Papertrail Knowledge Base

Permanent log archives

Introduction

Each night, Papertrail automatically uploads your log messages and metadata to Amazon's cloud storage service, S3. Papertrail stores one copy in our S3 bucket, and optionally, also stores a copy in a bucket that you provide. You have full control of this archive - it's tied to your AWS account.

Already use S3? Jump to "Create and share an S3 bucket."

Format

For most services, Papertrail creates one file per day in tab-separated value format, gzip compressed. For higher-volume plans (above about 50 GB/month of logs, though the specifics vary), Papertrail creates one file per hour so the files are of a manageable size.

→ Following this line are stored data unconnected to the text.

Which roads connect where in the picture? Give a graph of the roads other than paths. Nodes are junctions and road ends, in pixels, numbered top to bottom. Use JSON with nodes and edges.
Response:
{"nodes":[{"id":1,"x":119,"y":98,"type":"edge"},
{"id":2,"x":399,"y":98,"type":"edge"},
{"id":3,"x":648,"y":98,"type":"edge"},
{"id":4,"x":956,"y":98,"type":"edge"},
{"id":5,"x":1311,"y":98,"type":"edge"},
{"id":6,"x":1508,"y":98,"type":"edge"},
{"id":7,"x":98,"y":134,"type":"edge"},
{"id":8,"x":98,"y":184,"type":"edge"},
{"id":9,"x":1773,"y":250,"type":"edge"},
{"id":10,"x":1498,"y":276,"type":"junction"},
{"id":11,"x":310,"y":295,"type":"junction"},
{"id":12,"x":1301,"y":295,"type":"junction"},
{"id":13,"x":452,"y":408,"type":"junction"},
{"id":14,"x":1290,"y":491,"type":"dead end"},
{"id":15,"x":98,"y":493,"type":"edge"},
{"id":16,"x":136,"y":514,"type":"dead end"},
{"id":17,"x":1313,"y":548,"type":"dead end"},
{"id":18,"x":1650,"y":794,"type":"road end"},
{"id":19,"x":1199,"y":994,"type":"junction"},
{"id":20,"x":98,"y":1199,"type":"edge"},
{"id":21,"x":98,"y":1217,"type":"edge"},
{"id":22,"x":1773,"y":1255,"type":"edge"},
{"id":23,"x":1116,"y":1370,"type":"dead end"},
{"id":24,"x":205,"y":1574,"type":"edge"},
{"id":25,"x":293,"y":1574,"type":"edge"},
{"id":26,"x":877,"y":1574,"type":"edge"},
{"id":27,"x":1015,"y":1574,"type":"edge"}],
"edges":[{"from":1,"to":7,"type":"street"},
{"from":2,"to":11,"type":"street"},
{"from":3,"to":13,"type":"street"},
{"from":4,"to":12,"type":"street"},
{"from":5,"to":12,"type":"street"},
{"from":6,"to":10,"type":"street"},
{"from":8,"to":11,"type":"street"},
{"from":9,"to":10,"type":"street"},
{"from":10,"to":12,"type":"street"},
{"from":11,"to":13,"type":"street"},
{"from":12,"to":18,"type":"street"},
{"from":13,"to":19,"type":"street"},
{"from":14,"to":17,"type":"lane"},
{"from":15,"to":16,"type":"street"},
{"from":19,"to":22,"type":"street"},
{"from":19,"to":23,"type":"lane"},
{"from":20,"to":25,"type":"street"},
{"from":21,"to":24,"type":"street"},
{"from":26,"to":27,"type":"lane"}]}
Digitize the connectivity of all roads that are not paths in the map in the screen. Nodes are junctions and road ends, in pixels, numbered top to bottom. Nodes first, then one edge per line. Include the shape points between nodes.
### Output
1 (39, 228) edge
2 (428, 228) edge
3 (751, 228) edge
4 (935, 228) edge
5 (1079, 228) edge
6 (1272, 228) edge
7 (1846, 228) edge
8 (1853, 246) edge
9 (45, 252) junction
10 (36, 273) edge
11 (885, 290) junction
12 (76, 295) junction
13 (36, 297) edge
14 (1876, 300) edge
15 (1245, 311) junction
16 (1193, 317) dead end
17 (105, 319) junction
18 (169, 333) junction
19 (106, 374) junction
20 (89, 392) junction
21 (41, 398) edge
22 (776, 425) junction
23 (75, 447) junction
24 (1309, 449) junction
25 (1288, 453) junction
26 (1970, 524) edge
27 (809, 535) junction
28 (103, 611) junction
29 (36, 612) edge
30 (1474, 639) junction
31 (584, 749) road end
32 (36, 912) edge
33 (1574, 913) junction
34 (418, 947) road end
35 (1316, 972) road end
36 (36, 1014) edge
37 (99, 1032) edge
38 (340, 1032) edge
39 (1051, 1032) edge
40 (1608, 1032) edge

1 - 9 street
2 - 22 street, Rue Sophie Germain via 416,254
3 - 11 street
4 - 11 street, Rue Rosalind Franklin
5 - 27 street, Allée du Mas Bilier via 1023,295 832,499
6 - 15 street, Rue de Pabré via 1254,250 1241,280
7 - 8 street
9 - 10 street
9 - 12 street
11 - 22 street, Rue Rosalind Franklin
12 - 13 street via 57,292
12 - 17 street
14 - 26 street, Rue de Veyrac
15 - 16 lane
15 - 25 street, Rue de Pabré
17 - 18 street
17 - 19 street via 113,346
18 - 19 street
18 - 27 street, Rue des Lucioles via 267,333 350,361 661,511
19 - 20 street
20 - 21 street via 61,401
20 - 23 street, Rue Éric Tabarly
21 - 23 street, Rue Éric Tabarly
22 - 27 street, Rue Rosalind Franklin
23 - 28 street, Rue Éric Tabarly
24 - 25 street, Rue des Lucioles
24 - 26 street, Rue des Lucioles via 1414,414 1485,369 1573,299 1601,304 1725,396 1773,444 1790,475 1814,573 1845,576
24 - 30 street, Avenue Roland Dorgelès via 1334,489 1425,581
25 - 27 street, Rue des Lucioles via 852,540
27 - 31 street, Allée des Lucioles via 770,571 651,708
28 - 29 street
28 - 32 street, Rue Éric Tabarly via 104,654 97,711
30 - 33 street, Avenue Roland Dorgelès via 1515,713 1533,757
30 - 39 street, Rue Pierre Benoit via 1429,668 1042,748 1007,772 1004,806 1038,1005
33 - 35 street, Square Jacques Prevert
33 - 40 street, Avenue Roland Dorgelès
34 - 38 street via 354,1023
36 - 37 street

Each file is named under a path (key prefix) provided to Papertrail, typically papertrail/logs/<xxx> where <xxx> is an ID. For example, February 25, 2011 is:

your-bucket-name/papertrail/logs/54321/dt=2011-02-25/2011-02-25.tsv.gz

Days are from midnight to midnight UTC. Alternatively, an hourly archive file for 3 PM UTC would be:

your-bucket-name/papertrail/logs/54321/dt=2011-02-25/2011-02-25-15.tsv.gz

Each line contains one message. The fields are ordered:

id generated_at received_at source_id 
source_name source_ip facility_name severity_name program 
message

Here's an example (tabs converted to linebreaks for readability):

50342052
2011-02-10 00:19:36 -0800
2011-02-10 00:19:36 -0800
42424 
mysystem
208.122.34.202
User
Info
testprogram
Lorem ipsum dolor sit amet, consectetur adipisicing elit, sed do eiusmod tempor

Fields are delimited by tabs, so an actual line looks like this:

50342052\t2011-02-10 00:19:36 -0800\t2011-02-10 00:19:36 -0800\t42424\tmysystem\t208.122.34.202\tUser\tInfo\ttestprogram\tLorem ipsum dolor sit amet, consectetur adipisicing elit, sed do eiusmod tempor

To learn more about the meaning of each column, see response field descriptions in HTTP API.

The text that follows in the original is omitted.